- Your assignment
Make an exact copy of every record that follows.

Source data:
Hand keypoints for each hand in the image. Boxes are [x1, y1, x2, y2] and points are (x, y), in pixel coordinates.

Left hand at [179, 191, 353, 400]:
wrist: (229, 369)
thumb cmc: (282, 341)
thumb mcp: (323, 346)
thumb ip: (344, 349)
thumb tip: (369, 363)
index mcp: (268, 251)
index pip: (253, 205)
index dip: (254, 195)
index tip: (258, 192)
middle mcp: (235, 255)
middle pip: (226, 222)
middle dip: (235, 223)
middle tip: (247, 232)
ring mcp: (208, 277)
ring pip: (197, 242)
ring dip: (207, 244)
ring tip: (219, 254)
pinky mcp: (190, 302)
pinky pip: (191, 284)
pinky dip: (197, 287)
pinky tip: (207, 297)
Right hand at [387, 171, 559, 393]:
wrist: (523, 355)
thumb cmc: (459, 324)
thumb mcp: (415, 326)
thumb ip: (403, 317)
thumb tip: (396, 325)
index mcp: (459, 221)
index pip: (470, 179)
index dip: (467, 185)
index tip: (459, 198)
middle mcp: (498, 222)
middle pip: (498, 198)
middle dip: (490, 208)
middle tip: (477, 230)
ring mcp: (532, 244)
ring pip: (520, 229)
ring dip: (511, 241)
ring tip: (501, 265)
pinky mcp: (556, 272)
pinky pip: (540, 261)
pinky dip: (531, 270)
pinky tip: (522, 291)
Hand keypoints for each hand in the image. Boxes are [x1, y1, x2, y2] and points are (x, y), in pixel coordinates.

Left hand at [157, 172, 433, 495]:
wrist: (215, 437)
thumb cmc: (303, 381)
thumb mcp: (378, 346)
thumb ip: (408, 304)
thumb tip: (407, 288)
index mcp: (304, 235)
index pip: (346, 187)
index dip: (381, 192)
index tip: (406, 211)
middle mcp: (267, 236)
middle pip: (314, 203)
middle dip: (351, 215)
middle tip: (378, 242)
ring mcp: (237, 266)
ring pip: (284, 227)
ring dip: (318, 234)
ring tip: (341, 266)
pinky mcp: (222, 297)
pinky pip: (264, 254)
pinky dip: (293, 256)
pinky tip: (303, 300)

- Answer box
Hand keypoints for each hand in the image. Boxes are [x1, y1, x2, y2] and points are (x, y), in pixel coordinates.

Left hand at [179, 191, 353, 400]:
wrist: (229, 369)
thumb cmc: (282, 341)
thumb mcp: (323, 346)
thumb ip: (344, 349)
thumb tip: (369, 363)
index mcp: (268, 251)
index pip: (253, 205)
index dip: (254, 195)
index tip: (258, 192)
middle mcp: (235, 255)
middle pip: (226, 222)
middle dip: (235, 223)
middle tip: (247, 232)
ring mcp: (208, 277)
ring pip: (197, 242)
ring dip: (207, 244)
ring tip: (219, 254)
pinky mcp: (190, 302)
pinky pip: (191, 284)
pinky dip: (197, 287)
pinky tip: (207, 297)
Right hand at [387, 171, 559, 393]:
wrist: (523, 355)
thumb cmc: (459, 324)
thumb mcp: (415, 326)
thumb ip: (403, 317)
thumb tip: (396, 325)
index mcp: (459, 221)
index pip: (470, 179)
index dip: (467, 185)
index tip: (459, 198)
middle mcp: (498, 222)
middle pip: (498, 198)
middle dip: (490, 208)
middle tip: (477, 230)
ring mcp: (532, 244)
ring pip: (520, 229)
ring dip: (511, 241)
ring tip: (501, 265)
pinky mcp: (556, 272)
pinky pip: (540, 261)
pinky dip: (531, 270)
pinky tip: (522, 291)
Hand keypoints for each hand in the image. Boxes are [x1, y1, x2, y2] and points are (x, y), in pixel coordinates.

Left hand at [157, 172, 433, 495]:
wrist: (215, 437)
thumb cmc: (303, 381)
thumb mcp: (378, 346)
thumb ip: (408, 304)
thumb tip: (407, 288)
index mcp: (304, 235)
index pip: (346, 187)
index dip: (381, 192)
index tip: (406, 211)
middle mcp: (267, 236)
middle pip: (314, 203)
middle dip: (351, 215)
middle tip: (378, 242)
ring mcp: (237, 266)
ring pip: (284, 227)
ring dip: (318, 234)
ring tip: (341, 266)
pinky mcp: (222, 297)
pinky pip: (264, 254)
pinky dip: (293, 256)
pinky tip: (303, 300)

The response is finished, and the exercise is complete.